## [WHAT THE TASK ASKS]
Word for word, copy out the records given below.

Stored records
• • •

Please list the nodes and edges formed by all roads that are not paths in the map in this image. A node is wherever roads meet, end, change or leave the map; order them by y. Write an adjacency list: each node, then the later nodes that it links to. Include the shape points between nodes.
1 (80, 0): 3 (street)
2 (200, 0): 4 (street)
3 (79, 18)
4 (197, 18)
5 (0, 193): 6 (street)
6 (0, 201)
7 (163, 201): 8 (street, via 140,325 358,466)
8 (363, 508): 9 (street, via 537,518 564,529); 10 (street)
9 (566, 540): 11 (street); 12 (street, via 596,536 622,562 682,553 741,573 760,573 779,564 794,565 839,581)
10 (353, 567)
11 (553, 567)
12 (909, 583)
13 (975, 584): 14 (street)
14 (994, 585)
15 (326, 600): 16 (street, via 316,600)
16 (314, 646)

• • •

## [SOLUTION FOR THIS TASK]
Please list the nodes and edges formed by all roads that are not paths in the map in this image. A node is wherever roads meet, end, change or leave the map; order them by y. Write an adjacency list: each node, then the later nodes that it links to. Include the shape points between nodes.
1 (80, 0): 3 (street)
2 (200, 0): 4 (street)
3 (79, 18)
4 (197, 18)
5 (0, 193): 6 (street)
6 (0, 201)
7 (163, 201): 8 (street, via 140,325 358,466)
8 (363, 508): 9 (street, via 537,518 564,529); 10 (street)
9 (566, 540): 11 (street); 12 (street, via 596,536 622,562 682,553 741,573 760,573 779,564 794,565 839,581)
10 (353, 567)
11 (553, 567)
12 (909, 583)
13 (975, 584): 14 (street)
14 (994, 585)
15 (326, 600): 16 (street, via 316,600)
16 (314, 646)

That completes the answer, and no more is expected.